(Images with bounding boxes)
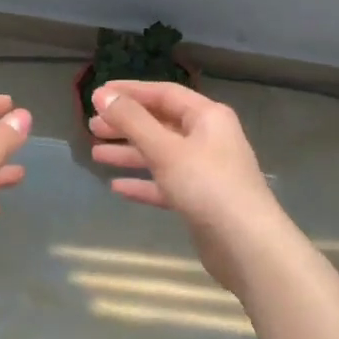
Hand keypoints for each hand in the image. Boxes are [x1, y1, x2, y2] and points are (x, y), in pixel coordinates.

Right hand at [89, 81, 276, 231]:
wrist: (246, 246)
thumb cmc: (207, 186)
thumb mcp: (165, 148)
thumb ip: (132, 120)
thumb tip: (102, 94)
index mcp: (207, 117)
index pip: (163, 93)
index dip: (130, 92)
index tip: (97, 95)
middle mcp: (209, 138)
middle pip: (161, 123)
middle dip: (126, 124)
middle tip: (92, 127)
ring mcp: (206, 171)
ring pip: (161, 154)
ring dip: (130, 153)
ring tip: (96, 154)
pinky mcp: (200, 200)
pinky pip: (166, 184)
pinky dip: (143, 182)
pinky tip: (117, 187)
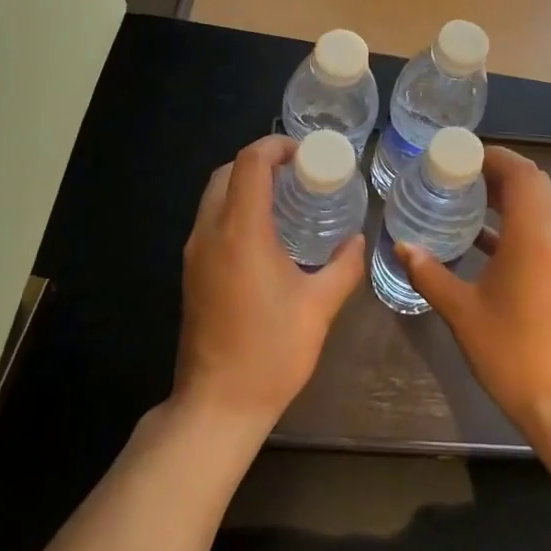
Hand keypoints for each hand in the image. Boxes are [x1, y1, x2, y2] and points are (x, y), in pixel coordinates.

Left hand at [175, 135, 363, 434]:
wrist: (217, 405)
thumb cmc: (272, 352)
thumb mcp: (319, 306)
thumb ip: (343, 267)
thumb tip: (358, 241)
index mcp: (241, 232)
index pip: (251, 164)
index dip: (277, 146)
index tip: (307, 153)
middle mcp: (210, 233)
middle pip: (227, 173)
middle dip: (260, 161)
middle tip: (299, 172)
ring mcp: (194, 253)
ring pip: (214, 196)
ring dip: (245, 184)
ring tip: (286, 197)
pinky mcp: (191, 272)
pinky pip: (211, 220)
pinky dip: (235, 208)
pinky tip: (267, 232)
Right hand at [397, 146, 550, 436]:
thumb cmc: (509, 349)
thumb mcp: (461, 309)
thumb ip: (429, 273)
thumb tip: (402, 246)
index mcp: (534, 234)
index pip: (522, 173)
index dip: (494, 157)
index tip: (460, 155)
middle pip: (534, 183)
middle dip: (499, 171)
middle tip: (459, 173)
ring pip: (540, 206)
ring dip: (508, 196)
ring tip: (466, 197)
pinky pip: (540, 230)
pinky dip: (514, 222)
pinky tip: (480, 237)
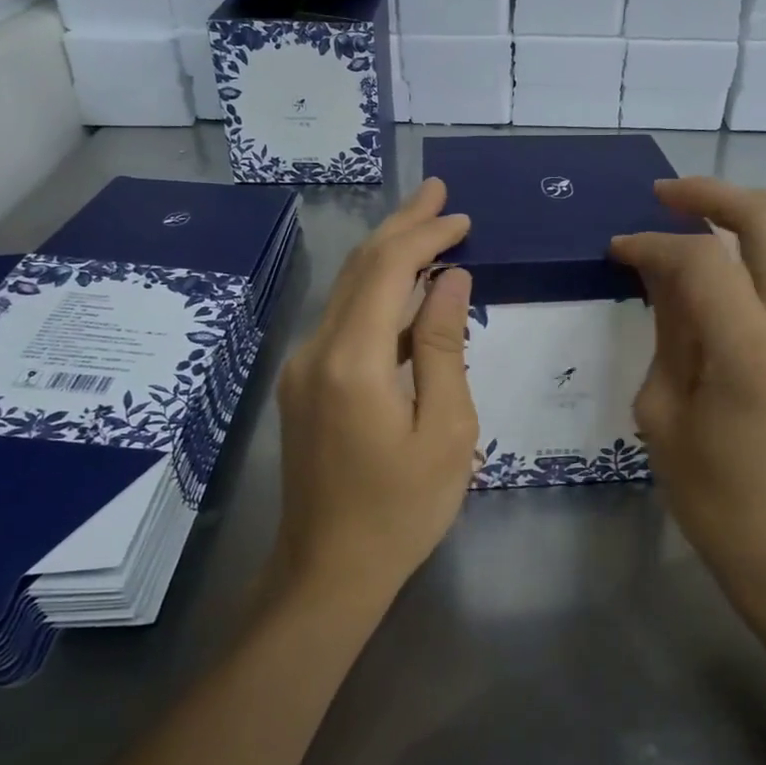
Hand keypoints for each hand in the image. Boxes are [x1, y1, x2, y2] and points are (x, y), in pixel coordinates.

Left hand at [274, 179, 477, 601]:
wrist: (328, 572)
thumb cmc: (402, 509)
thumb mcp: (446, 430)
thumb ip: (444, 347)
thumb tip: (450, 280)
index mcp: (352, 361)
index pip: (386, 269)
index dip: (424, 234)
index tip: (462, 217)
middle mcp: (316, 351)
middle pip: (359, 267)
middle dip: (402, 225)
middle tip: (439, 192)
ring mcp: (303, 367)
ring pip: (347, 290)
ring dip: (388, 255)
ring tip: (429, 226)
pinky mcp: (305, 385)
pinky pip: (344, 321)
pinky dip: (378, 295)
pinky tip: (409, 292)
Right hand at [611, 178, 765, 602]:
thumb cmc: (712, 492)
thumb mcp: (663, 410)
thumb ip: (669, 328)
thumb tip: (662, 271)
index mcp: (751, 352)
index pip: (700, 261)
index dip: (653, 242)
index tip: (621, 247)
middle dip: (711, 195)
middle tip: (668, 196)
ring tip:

> [YOUR INSTRUCTIONS]
The copy you write must hold every record verbatim and none of the pictures.

> [TASK RESPONSE]
Hand keypoints for each hand in the image. Boxes are [x1, y1, x2, y2] and points are (x, y), in pixel coordinates.

Right hand at [89, 81, 276, 231]:
wrist: (246, 246)
thumb cmc: (207, 186)
thumb mcp: (165, 148)
thumb ip: (132, 120)
thumb tip: (102, 94)
index mcp: (207, 117)
index pip: (163, 93)
index dip: (130, 92)
index tip: (97, 95)
middle mcp: (209, 138)
middle pip: (161, 123)
middle dip: (126, 124)
middle tip: (92, 127)
ring mcp: (206, 171)
ring pip: (161, 154)
ring dip: (130, 153)
ring tip: (96, 154)
pinky mcp: (200, 200)
pinky pip: (166, 184)
pinky dip: (143, 182)
pinky tip: (117, 187)
Hand keypoints for each hand in the image. Boxes are [x1, y1, x2, y2] and points are (x, y), in pixel coordinates.

Left hand at [175, 135, 363, 434]:
wrist: (217, 405)
thumb cmc: (272, 352)
thumb mcp: (319, 306)
thumb ip: (343, 267)
thumb tip: (358, 241)
index mcp: (241, 232)
index pip: (251, 164)
index dip: (277, 146)
index tip: (307, 153)
middle mcp: (210, 233)
middle pip: (227, 173)
middle dip: (260, 161)
middle tip: (299, 172)
ring mcp: (194, 253)
ring pip: (214, 196)
ring dip: (245, 184)
ring tip: (286, 197)
pinky mcp: (191, 272)
pinky pip: (211, 220)
pinky dip: (235, 208)
pinky tip: (267, 232)
Right hand at [397, 146, 550, 436]:
thumb cmc: (509, 349)
thumb mcp: (461, 309)
thumb ip: (429, 273)
thumb tip: (402, 246)
index mcp: (534, 234)
index pip: (522, 173)
index dip: (494, 157)
index tip: (460, 155)
middle pip: (534, 183)
middle dip: (499, 171)
middle tip: (459, 173)
ring pip: (540, 206)
ring dip: (508, 196)
ring tip: (466, 197)
pinky pip: (540, 230)
pinky dip: (514, 222)
pinky tip: (480, 237)
Hand keypoints for each hand in the image. Boxes are [x1, y1, x2, y2] and points are (x, y), in pixel coordinates.

Left hand at [274, 179, 477, 601]:
wrist: (328, 572)
thumb cmc: (402, 509)
thumb mcp: (446, 430)
thumb ip: (444, 347)
thumb tip: (450, 280)
index mcp: (352, 361)
index pip: (386, 269)
index dip: (424, 234)
index tip: (462, 217)
middle mcp: (316, 351)
middle pip: (359, 267)
middle dip: (402, 225)
middle tip: (439, 192)
ring mcp: (303, 367)
ring pip: (347, 290)
ring dip: (388, 255)
ring tip: (429, 226)
pinky mcp: (305, 385)
pinky pip: (344, 321)
pinky dip: (378, 295)
pinky tip: (409, 292)
Right hand at [611, 178, 765, 602]:
thumb cmc: (712, 492)
thumb mcp: (663, 410)
thumb ip: (669, 328)
thumb tip: (662, 271)
index mcp: (751, 352)
index pip: (700, 261)
index dip: (653, 242)
index tip: (621, 247)
middle dip: (711, 195)
middle tip: (668, 196)
ring tip:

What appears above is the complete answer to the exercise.